* _ABOUT THIS TASK_: Filter the listing below, keeping every line that holds "strokeStyle".

# # # # # # #

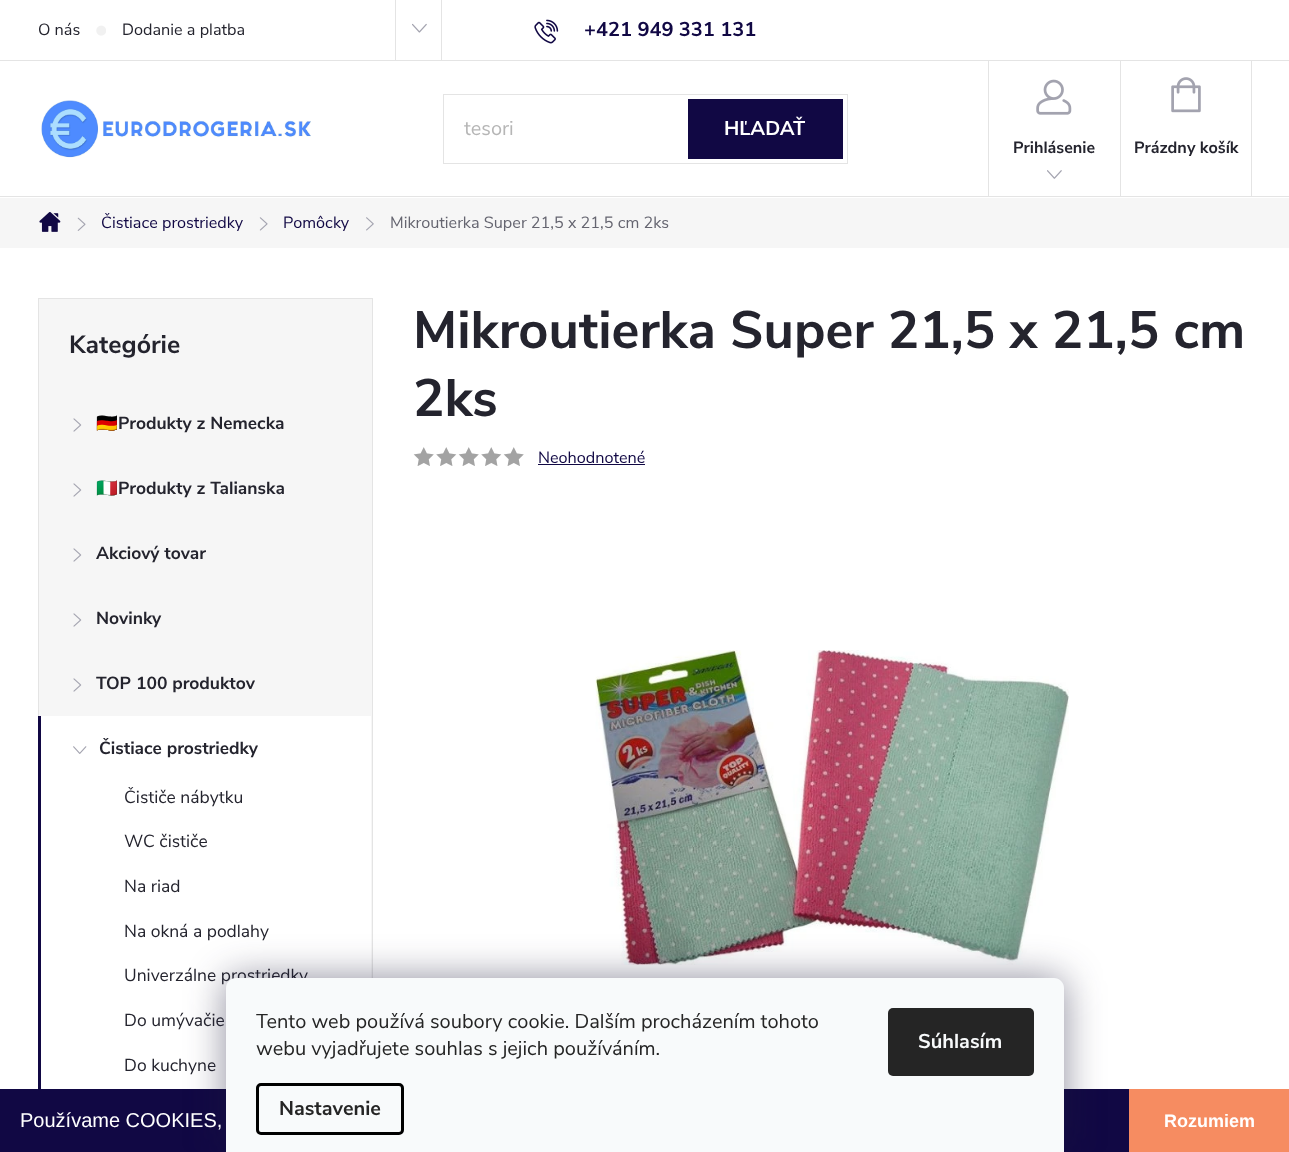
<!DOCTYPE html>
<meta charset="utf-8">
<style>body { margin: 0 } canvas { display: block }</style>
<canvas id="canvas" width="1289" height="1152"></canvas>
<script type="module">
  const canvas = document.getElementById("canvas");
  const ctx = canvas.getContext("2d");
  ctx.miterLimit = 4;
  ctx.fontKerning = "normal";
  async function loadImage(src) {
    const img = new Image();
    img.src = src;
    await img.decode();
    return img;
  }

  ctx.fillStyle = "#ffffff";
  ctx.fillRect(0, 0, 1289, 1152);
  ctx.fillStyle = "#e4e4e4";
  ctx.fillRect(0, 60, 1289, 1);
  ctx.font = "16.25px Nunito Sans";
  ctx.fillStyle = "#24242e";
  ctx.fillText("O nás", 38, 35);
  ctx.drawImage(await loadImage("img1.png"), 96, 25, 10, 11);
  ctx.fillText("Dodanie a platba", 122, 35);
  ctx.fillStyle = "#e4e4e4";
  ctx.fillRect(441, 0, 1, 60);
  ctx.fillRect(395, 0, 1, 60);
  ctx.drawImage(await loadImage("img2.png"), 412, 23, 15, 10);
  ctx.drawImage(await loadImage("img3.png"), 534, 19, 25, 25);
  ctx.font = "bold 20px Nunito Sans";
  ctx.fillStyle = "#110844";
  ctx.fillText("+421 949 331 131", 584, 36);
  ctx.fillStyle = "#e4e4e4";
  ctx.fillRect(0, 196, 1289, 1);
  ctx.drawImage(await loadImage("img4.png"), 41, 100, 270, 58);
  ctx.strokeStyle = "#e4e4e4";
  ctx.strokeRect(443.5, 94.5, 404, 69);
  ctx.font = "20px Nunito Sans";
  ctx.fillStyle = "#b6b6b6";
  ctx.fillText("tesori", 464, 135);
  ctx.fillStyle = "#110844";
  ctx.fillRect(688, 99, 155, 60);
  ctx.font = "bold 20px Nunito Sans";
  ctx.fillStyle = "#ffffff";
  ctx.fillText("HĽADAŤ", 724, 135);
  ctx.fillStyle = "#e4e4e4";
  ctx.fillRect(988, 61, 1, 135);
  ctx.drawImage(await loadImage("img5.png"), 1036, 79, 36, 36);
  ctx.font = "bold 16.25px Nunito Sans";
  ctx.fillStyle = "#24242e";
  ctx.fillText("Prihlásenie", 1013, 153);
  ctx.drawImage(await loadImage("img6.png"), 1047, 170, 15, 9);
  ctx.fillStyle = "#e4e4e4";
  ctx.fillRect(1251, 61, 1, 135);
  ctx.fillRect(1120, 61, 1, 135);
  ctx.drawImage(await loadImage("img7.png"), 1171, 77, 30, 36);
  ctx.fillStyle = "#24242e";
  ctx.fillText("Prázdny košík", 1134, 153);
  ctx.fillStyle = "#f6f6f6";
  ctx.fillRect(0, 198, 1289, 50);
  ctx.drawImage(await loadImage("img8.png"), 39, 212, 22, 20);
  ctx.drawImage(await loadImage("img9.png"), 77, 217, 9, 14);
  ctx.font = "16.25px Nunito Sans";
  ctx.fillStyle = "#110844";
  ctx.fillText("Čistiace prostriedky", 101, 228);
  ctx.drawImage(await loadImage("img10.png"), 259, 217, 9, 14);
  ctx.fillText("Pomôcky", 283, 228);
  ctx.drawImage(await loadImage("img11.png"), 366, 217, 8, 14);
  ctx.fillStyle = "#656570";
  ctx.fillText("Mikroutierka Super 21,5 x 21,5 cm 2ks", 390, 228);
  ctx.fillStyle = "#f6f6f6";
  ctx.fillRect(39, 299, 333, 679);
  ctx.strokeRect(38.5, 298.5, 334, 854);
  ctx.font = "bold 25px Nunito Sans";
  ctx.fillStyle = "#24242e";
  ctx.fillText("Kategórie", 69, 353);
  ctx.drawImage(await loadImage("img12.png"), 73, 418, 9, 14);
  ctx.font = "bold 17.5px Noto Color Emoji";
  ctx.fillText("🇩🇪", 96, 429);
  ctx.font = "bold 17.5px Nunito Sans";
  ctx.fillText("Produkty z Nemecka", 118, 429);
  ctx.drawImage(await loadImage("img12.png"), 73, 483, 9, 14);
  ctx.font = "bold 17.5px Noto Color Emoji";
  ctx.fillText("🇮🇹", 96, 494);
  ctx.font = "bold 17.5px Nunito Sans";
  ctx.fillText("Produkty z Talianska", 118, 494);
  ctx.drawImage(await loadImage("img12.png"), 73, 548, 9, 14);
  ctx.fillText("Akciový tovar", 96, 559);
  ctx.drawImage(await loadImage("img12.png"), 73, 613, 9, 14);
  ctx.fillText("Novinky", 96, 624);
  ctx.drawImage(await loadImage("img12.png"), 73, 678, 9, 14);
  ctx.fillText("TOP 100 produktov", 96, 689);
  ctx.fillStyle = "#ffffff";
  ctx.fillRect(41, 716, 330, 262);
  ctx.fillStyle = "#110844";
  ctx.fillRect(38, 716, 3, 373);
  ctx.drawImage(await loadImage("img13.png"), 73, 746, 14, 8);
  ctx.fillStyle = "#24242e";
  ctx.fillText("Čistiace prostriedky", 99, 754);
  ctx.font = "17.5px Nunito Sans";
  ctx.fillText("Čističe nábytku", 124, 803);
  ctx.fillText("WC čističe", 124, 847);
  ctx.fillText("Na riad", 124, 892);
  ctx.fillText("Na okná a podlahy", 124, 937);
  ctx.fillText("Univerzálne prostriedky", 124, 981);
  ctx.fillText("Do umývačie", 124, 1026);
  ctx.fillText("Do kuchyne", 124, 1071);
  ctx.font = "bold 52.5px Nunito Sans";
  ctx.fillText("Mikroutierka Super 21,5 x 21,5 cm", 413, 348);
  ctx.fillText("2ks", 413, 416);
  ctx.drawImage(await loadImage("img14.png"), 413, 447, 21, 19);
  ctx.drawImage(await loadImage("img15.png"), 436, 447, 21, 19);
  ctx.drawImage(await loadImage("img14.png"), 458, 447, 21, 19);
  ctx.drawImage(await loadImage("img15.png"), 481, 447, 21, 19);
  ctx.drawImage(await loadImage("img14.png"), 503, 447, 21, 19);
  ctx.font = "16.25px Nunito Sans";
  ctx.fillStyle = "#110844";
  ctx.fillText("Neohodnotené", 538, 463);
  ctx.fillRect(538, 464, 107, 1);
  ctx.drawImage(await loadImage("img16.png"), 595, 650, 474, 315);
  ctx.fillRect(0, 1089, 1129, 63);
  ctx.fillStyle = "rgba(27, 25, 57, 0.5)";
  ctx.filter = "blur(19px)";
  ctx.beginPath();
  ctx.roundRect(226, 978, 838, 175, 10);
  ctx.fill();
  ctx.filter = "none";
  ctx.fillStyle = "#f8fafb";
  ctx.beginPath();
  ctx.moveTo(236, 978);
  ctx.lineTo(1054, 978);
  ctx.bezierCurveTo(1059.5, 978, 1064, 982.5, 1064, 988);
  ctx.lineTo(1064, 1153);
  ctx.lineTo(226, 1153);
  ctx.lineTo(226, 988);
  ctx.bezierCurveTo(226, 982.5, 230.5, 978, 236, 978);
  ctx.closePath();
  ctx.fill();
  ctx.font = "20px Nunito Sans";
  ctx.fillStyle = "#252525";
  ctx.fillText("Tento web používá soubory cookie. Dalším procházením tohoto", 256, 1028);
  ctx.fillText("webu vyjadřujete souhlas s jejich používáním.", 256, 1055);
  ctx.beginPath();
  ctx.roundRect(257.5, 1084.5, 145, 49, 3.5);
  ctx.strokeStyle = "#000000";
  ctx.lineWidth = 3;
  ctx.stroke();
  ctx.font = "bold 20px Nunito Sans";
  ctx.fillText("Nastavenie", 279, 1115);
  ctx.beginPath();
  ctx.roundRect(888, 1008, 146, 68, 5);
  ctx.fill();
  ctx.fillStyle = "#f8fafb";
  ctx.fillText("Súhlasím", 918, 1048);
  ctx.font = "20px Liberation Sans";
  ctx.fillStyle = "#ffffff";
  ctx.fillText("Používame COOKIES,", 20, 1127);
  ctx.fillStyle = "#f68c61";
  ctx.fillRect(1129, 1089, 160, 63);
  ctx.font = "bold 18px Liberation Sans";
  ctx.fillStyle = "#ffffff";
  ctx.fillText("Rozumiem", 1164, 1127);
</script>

# # # # # # #

* _EXERCISE RESULT_:
  ctx.strokeStyle = "#e4e4e4";
  ctx.strokeStyle = "#000000";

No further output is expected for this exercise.